Lines holding the string "word" are the ones to copy from this listing.

★ ★ ★ ★

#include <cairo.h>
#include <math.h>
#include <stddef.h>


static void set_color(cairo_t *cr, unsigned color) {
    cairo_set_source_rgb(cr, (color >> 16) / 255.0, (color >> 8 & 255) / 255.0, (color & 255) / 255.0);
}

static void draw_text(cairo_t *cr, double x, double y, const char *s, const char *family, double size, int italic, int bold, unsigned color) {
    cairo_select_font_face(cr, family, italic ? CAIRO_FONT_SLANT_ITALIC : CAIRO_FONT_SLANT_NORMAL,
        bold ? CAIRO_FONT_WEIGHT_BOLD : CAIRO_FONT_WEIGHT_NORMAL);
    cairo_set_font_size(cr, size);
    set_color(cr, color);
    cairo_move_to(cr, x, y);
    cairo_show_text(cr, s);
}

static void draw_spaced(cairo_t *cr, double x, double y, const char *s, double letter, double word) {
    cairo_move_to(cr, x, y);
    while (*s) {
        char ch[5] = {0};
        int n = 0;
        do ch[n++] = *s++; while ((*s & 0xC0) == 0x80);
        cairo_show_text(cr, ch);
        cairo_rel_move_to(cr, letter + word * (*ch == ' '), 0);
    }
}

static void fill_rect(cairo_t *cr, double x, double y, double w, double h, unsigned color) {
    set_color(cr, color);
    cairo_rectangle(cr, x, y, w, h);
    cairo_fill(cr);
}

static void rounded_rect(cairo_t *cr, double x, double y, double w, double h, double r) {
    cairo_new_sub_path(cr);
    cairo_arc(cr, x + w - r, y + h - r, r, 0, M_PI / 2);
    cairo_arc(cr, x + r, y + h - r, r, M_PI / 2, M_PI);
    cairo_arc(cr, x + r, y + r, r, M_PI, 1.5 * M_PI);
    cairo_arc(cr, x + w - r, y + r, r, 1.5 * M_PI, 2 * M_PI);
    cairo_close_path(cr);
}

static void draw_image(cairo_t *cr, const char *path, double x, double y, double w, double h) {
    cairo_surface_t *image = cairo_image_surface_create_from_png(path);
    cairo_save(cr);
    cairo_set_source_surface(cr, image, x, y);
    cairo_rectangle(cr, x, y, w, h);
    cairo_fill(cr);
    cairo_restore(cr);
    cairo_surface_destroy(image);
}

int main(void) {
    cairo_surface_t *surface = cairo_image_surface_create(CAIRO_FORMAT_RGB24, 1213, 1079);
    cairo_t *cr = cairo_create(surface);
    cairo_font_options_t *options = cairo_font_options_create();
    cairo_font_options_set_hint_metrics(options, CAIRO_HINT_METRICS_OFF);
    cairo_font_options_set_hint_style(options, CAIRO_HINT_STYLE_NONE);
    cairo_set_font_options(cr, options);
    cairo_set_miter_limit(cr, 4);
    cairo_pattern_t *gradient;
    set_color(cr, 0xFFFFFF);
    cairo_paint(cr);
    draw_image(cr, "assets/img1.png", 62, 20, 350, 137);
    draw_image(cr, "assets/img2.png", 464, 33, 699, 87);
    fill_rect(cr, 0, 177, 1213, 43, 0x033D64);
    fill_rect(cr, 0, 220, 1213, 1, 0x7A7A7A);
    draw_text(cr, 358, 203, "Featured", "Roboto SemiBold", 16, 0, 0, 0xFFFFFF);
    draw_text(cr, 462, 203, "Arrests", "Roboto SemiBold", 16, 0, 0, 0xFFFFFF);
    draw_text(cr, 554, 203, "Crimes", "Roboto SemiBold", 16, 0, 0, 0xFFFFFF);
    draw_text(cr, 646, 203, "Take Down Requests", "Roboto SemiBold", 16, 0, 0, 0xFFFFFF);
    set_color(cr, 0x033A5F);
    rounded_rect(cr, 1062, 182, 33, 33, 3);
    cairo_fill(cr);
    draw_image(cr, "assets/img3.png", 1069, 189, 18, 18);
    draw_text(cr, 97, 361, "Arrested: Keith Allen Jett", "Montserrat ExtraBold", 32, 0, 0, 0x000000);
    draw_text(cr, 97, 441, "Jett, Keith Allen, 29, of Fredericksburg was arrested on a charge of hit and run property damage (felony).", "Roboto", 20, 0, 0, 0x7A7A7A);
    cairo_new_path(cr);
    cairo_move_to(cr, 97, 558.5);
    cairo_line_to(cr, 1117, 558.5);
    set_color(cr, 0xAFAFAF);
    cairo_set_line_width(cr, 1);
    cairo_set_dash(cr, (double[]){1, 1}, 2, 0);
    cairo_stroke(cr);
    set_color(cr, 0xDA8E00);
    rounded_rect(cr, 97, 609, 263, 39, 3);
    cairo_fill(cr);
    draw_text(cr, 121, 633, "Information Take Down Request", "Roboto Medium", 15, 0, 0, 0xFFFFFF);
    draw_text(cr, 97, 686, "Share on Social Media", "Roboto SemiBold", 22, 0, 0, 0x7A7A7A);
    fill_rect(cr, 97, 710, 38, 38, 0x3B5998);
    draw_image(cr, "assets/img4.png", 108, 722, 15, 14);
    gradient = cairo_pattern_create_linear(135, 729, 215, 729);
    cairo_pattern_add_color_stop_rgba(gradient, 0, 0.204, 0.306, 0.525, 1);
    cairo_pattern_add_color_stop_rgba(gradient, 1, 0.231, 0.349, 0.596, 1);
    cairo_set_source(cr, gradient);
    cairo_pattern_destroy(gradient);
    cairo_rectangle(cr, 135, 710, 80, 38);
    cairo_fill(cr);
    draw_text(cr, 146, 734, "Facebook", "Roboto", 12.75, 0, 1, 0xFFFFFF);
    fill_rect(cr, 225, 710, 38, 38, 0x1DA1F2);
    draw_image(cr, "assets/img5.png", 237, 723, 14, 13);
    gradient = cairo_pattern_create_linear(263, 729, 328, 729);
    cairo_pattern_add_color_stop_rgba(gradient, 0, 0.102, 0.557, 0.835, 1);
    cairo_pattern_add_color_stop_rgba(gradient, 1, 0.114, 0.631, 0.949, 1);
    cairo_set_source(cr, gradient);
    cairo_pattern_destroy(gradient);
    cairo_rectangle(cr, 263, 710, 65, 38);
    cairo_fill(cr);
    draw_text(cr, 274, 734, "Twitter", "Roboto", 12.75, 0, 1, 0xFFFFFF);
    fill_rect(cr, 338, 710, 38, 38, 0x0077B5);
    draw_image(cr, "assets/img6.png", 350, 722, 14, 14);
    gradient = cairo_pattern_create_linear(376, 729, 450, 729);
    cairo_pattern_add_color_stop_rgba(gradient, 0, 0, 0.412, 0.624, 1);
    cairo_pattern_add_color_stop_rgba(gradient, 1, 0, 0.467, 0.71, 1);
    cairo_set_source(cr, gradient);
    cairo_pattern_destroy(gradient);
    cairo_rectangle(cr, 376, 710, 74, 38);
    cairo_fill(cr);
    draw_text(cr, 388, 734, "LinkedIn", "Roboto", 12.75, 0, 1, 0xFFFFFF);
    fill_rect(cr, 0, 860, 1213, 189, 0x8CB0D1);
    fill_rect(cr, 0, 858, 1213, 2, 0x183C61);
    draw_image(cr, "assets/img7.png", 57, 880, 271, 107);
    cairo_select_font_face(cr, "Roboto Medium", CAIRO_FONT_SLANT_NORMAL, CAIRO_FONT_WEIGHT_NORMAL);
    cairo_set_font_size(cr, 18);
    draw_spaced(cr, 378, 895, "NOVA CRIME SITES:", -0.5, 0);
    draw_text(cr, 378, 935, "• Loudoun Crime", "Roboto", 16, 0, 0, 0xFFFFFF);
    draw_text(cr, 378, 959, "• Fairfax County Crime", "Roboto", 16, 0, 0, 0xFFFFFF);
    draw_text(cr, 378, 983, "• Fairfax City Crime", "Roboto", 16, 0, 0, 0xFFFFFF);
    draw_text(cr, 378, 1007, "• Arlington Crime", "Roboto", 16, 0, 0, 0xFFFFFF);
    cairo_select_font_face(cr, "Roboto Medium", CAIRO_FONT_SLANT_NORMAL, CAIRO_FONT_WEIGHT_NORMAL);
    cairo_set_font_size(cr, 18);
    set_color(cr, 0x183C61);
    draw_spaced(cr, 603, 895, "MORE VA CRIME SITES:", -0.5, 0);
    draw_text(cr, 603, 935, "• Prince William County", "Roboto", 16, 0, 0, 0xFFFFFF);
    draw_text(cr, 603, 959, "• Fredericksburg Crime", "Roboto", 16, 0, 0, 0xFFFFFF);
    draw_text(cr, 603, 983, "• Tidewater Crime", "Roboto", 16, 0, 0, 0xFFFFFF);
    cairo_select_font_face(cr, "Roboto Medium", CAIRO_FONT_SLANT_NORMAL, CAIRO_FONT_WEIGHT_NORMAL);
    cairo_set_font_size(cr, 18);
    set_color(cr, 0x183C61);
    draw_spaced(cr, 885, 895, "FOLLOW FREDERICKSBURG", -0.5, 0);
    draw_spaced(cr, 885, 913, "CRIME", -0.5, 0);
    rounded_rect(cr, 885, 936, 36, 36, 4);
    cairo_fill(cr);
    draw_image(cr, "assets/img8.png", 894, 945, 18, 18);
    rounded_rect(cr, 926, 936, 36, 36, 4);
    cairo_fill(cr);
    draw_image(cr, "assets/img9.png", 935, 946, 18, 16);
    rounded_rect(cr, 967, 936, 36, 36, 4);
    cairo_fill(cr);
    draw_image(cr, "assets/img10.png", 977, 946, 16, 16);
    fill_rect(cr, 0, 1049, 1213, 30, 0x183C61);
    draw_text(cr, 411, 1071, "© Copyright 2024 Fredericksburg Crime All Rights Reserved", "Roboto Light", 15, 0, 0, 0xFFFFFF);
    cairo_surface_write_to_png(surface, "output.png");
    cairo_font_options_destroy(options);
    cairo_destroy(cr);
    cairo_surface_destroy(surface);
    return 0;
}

★ ★ ★ ★

== Solution for this task ==
static void draw_spaced(cairo_t *cr, double x, double y, const char *s, double letter, double word) {
        cairo_rel_move_to(cr, letter + word * (*ch == ' '), 0);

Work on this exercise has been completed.